INSTRUCTIONS FOR THE TASK => Go over the records and copy every line with the string "canvas".

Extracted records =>
——————

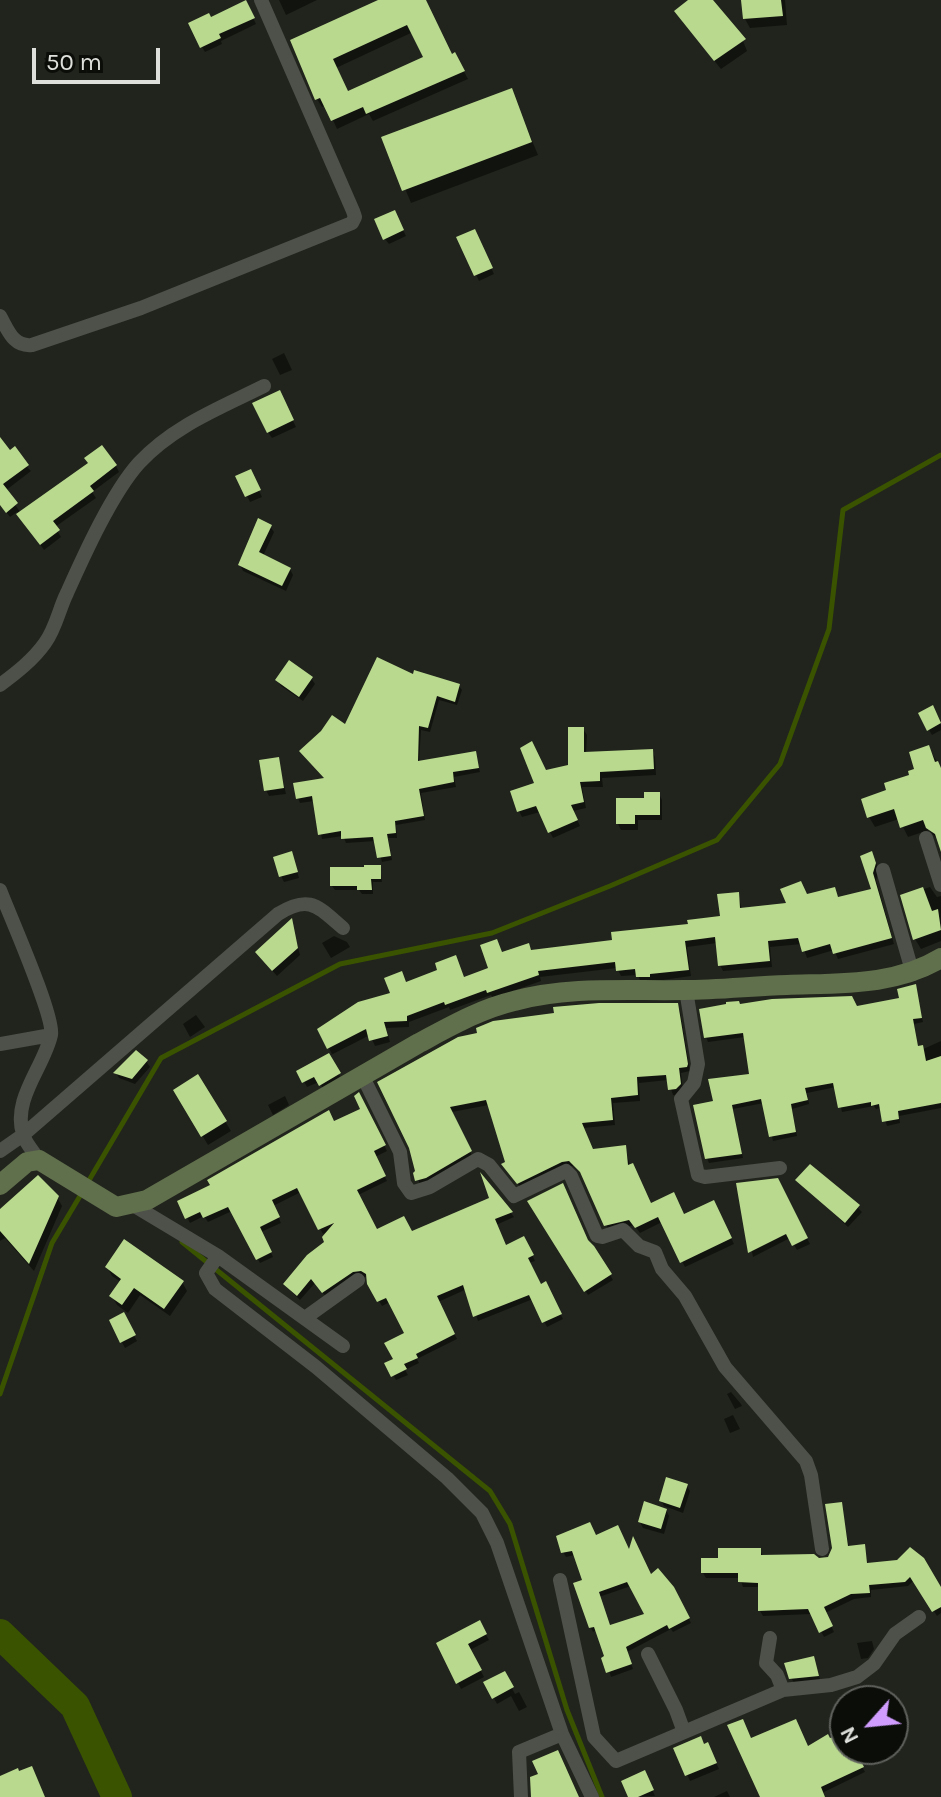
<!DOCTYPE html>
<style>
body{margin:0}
#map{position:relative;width:941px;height:1797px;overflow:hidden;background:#21241c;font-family:Karla,sans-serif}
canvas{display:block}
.north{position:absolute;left:829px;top:1685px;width:80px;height:80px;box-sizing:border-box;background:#0b0d09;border:2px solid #5f615d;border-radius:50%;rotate:243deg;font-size:22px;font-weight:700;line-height:32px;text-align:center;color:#dee0db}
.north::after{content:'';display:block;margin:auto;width:28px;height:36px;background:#d09dff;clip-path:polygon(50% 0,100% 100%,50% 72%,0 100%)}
.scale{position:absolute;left:32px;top:48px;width:128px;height:36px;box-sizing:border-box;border:4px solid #dee0db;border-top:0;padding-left:10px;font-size:24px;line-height:28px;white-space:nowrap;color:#dee0db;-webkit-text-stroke:6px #0b0d09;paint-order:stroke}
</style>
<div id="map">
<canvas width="941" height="1797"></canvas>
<div class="north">N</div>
<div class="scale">50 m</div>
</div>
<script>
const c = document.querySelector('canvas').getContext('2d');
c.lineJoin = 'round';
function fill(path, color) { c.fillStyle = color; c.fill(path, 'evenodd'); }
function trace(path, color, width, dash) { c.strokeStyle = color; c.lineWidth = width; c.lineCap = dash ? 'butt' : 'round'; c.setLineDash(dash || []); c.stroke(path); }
fill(new Path2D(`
 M279,0H317L286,15Z
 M383,0H424L452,56L455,55L468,79L373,121L369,114L337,129L326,105L322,107L317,99L293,41ZM413,32L426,58L348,93L336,68Z
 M691,0H710L741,36L747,51L721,69L682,21Z
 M743,0H785L787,25L750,28L745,19Z
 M246,3L256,24L221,41L222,44L205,52L202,47L211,19Z
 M511,90L538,155L411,203L384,138Z
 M397,218L406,236L389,244L385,239Z
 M477,237L494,274L479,281L459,238Z
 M284,353L292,370L280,375L272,359Z
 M282,398L296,427L272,438L268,432Z
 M0,440L31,471L5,491L21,513L116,466L119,472L92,492L96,498L55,527L61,537L44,550L17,512L10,517L0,504Z
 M238,477L253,478L262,497L250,502Z
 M270,526L274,532L263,556L290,569L293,575L286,591L243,571L240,565Z
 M414,676L459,686L462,690L457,705L439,700L430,732L421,730L419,763L475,754L480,772L454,777L456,787L421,793L425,820L396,825L397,838H388L392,860L382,862L376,841L346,843L343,836L322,839L314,801L300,803L298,798L327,780L346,727Z
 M311,678L315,684L303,701L281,686L277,680Z
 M932,708L941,725V730L932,735L920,714Z
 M583,729L587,735L586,754L652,751L655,757L656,775L602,778L603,787H582L586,808L573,811L580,826L553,838L540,812L522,817L519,811L545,772L570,766Z
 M928,747L941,768V848L938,840L929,830L908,837L899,819L875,827L869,817L889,791L917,770Z
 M278,759L286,794L269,796L266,790Z
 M659,794L662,800V820H638V830H621L618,824L646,800Z
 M863,857L875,860L879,871L876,880L894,944L838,959L834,950L807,958L802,944L770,947L772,967L723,971L720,965L717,943L687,947L691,976L641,983L638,975L621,976L617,968L540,977L541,981L493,998L491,995L450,1010L449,1007L409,1022V1027L386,1028L390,1042L375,1046L370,1035L329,1056L342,1080L324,1090L319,1082L307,1087L299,1072L332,1054L319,1030L393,994L406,984L464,979L491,969L502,954L614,941L722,918L738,894L742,910L789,904L834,889L839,899L874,890Z
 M294,860L299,878L284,882L281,876Z
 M380,867L382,882H373V894H362L359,890H335L332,886Z
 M930,887L937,897L941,896V941L921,949L915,939L903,896Z
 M291,921L300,955L277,976L261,958Z
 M334,936L347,942L350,947L331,958L322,943Z
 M915,986L923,1022L914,1024L919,1051L941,1041V1108L899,1116L900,1123L887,1126L881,1108L876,1109L874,1106L842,1112L836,1087L807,1093L809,1104L792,1109L797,1136L773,1141L764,1103L733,1109L743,1158L709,1163L707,1158L715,1103L751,1075L745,1037L708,1042L706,1037L740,1006L856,1008L901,1000Z
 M677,1005L680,1011L690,1071L681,1073L683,1090L679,1095H673L668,1080L639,1083L640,1101L613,1103L615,1125L583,1128L593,1151L625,1147L630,1166L651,1205L684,1216L717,1208L734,1244L685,1267L662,1222L640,1233L634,1225L609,1231L584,1176L573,1166L565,1167L521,1188L507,1170V1163L489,1105L452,1112L473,1158L420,1186L411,1147L379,1083Z
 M196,1015L205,1027L190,1037L183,1024Z
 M146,1061L150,1067L135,1084L119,1078L116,1073Z
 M198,1077L231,1131L208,1145L175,1091Z
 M359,1095L387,1151L375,1157L387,1181L358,1195L376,1232L411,1233L492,1200L486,1182L514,1217L496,1225L505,1247L524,1238L535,1261L529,1263L540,1286L545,1284L563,1319L547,1327L533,1299L478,1321L467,1289L438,1302L457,1339L417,1359L419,1363L405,1370L408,1375L396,1380L387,1364L395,1360L406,1334L390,1302L382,1306L369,1284L368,1277L356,1276L326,1297L315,1283L300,1300L285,1285L327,1243L330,1231L323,1234L301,1192L273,1206L281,1223L261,1232L273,1257L260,1263L232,1211L208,1222L204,1216L190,1223L179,1202L363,1110Z
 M285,1096L289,1105L273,1115L268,1105Z
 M777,1180L810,1244L797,1250L790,1238L753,1257L738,1185Z
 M798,1180L846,1196L862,1212L848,1227Z
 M57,1197L62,1206L34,1271L5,1238L0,1241V1212Z
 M530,1202L593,1247L613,1280L588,1295Z
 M107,1267L182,1282L187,1291L170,1316L140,1295L128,1313L117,1305L112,1296L121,1282L112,1276Z
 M123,1315L137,1341L125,1348L111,1321Z
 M731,1392L741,1404L742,1406L735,1409L727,1394Z
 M733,1415L740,1429L730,1433L724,1419Z
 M686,1485L690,1491L683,1513L664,1506L661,1500Z
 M841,1504L849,1548L864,1546L868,1565L898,1562L941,1591V1613L937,1616L914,1580L908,1586L871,1590V1597L854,1599L825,1613L834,1632L824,1637L812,1614L763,1616L760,1611V1587H743L740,1578H706L703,1573L720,1560L760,1550L763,1556L825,1561L833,1554Z
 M666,1510L669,1516L664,1534L643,1528L640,1522Z
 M596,1538L630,1554L651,1576L673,1588L691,1623L673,1632L671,1629L627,1652L633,1669L611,1677L597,1630L593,1632L591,1628L584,1581L575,1555L566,1557L563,1552ZM631,1586L647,1615L610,1627L599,1597Z
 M479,1623L489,1640L470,1650L484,1677L461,1689L439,1644Z
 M872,1641L874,1649L868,1658L861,1659L857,1643Z
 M813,1658L821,1682L795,1684L791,1678Z
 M504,1673L515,1694L519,1692L527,1707L519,1711L511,1696L497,1704L486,1683Z
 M845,1735V1749H857L853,1750L865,1772L822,1793L824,1797H762L750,1740L808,1748Z
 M704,1746L711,1751L719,1769L690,1781L676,1749Z
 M647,1778L655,1796L630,1797Z
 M727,1791L730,1797H714Z`), '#0007');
trace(new Path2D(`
 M88,1182L161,1058L340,964L492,933L610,886L717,840L780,764L829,629L843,510L941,455
 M182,1242L490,1491L510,1524L567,1710L602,1797
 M0,1394L52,1243L83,1191`), '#3a5300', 5);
trace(new Path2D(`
 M0,1634L75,1706L117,1797`), '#3a5300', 30);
fill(new Path2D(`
 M246,0L255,18L219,34L221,38L200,48L188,23L209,13L211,17Z
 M378,0H426L452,54L455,52L465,71L366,114L363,107L331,121L320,98L315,100L290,40ZM407,25L423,57L348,91L333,59Z
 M688,0H713L746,39L714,61L674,11Z
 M741,0H781L783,16L743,19Z
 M512,88L532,142L402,191L381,137Z
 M395,210L404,230L383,240L374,219Z
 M475,229L493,268L474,276L456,237Z
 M280,390L294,420L267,433L252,403Z
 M0,437L10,450L15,446L29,465L3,484L18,503L6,513L0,505Z
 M102,445L117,465L90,486L94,491L53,521L60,530L40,545L16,514L88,463L84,458Z
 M251,469L261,490L245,497L235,476Z
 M258,518L272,525L259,552L291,568L282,586L238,565Z
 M377,657L413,674L414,670L460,684L455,702L437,696L428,728L419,726L418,761L476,751L479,768L453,772L454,782L419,789L424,816L395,821L396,833L387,834L391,856L377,858L373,837L341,839V831L318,835L312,796L296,799L293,783L324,778L299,751L321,731L332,715L345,724Z
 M289,660L313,677L299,697L275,680Z
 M933,705L941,723L927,731L918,713Z
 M568,727H584V752L653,749L654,769L600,772V781L580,782L584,802L571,805L578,820L548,833L536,806L517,812L510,791L534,783L520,748L532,741L546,770L568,765Z
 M929,745L935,762L938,761L941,768V852L935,834L926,828L923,820L900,828L894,809L867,818L861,799L886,790L884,783L909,775L908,771L914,769L909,752Z
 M279,757L284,788L264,791L259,760Z
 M644,792H660V815H635V824H616V798H644Z
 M292,851L298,872L279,877L273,857Z
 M872,851L876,863L873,873L892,938L833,954L830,944L802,952L798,938L768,941L770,961L718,966L715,937L685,941L689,970L650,974V977H636L635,969L616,971L615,962L538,971L539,975L487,993L486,990L445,1005L444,1002L407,1016V1021L384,1022L388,1036L369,1041L366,1029L327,1049L317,1029L358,1002L390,993L384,978L402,971L406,982L437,970L435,963L456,955L464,977L488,968L480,945L497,939L502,952L529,943L531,950L612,940L611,932L688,924L687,920L720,916L717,894L739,892L740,908L786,903L780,889L801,881L807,894L835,887L838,897L871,889L860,856Z
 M364,865H381V879H371L372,890H357V886H330V867H364Z
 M923,887L932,911L938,909L941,930L913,940L900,895Z
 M292,918L298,948L272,971L255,952Z
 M916,984L922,1018L913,1019L918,1046L923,1045L926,1061L941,1056V1103L898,1111L899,1119L882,1122L879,1104L871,1106V1102L838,1108L833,1083L805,1088L808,1100L791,1104L796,1132L769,1137L761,1099L732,1105L742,1154L705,1159L693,1105L713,1101L708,1079L749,1074L743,1033L704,1038L699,1009L726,1004V1002L739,1001L740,1004L772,999L852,996L857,1006L899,998L897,989Z
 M599,1003H678L688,1064L687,1067L679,1068L681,1084L676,1089L668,1090L666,1075L637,1077L638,1095L611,1098L613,1120L582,1123L593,1149L626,1145L628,1165L633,1163L651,1203L674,1192L684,1214L714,1200L732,1238L680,1263L658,1217L635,1228L629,1220L604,1226L580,1172L569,1161L562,1162L517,1184L501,1164L505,1162L486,1100L450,1107L472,1151L426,1178L415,1181L413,1173L415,1171L409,1148L377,1082L458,1037L477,1033L476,1028L493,1021L554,1013L553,1007Z
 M136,1050L148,1060L132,1079L113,1073Z
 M329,1053L341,1073L319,1086L314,1077L302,1083L296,1071Z
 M198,1074L227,1121L201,1137L173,1090Z
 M359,1092L386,1145L374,1151L386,1176L357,1190L377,1229L404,1216L412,1231L489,1198L480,1172L513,1212L495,1219L506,1245L524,1236L534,1255L528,1258L541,1284L546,1281L562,1314L542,1323L529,1295L473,1317L463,1285L437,1296L455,1334L416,1354L418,1358L404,1364L407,1369L391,1377L384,1363L393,1359L384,1343L404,1333L386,1298L377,1302L367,1284L366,1274L361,1271L353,1272L322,1293L311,1279L297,1296L283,1284L307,1255L324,1242L322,1237L334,1223L318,1230L297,1188L272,1200L280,1217L260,1227L272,1252L256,1260L228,1207L203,1218L200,1212L185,1219L177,1201L210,1185L207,1180L329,1110L334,1121L360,1109L354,1096Z
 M810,1164L860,1205L845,1223L795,1180Z
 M38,1175L59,1196L29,1264L0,1231V1209Z
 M778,1178L808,1238L792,1246L786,1234L748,1253L736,1183Z
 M563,1183L588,1240L594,1246L612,1274L584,1292L527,1201Z
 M124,1239L184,1281L164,1309L134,1288L122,1305L109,1296L121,1279L105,1267Z
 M124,1312L136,1335L120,1343L109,1320Z
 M666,1477L688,1484L680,1508L659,1501Z
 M644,1501L667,1509L661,1529L638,1522Z
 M842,1502L848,1546L865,1544L867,1563L897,1560L910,1547L924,1558L941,1587V1607L932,1612L910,1577L905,1582L869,1585L870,1593L851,1594L824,1607L833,1626L819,1633L808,1609L758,1611V1583L738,1582V1573H701V1558H718V1548H761V1555L814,1554L819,1558L828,1557L832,1548L825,1504Z
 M590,1522L596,1535L618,1525L629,1549L633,1536L651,1574L658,1568L674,1587L690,1618L669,1629L667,1625L626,1647L632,1664L606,1673L601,1658L604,1656L594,1627L589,1628L573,1583L582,1580L572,1551L561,1553L556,1536ZM627,1582L644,1614L610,1625L599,1592Z
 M480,1620L487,1634L468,1644L482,1670L456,1684L436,1643Z
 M814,1656L819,1676L789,1679L784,1663Z
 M505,1671L514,1687L492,1699L483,1682Z
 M743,1719L751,1738L796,1719L808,1746L828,1734L830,1738L845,1733V1749H855L864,1767L821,1787L825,1797H760L727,1725Z
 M701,1736L704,1744L708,1742L717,1763L685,1776L673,1748Z
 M558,1750L579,1797H531L530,1777L538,1774L532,1761Z
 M32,1766L45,1797H0V1776L18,1768L19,1771Z
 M645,1770L654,1790L638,1797H628L621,1781Z`), '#b9d98e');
trace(new Path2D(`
 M0,316C8,330 13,347 32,345L141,308L352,223L355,217L353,211L261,0
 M0,685C16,673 33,660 45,643C56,628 59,609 67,593C84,555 112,493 139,463C173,426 220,408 264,386
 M926,838L941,885
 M883,870L913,974
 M0,890C9,914 55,1017 51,1035C44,1067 12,1099 23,1134C25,1143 34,1152 39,1160
 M686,990L698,1064L694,1083L681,1099L698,1175L705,1177L780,1168
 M0,1044L51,1035
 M362,1075L400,1152L404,1183L411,1193L430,1187L478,1159L489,1165L514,1196L566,1171L571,1176L597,1236L602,1237L623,1230L639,1246L655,1252L662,1269L685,1296L725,1367L806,1461L811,1475L822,1549
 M0,1151L23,1135L278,914C310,894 318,907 343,928
 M133,1205L218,1256L206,1273L215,1289L316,1367L447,1478L482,1513L497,1543L562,1734L592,1797
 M218,1256L343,1346
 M305,1318L358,1280
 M560,1580L594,1737L616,1761L783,1690L831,1685L857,1677L874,1664L895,1634L919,1617
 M770,1638L766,1663L777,1675L783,1690
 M648,1654L676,1710L684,1732
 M521,1797L519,1752L562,1734`), '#4d5149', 14);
trace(new Path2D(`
 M0,1185L27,1162L39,1160L116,1207L147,1200L419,1043C449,1027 480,1009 514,1001C569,986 627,991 684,990C718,990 753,986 787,985C840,983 895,986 941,958`), '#606f4c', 20);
</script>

——————

RESPONSE =>
canvas{display:block}
<canvas width="941" height="1797"></canvas>
const c = document.querySelector('canvas').getContext('2d');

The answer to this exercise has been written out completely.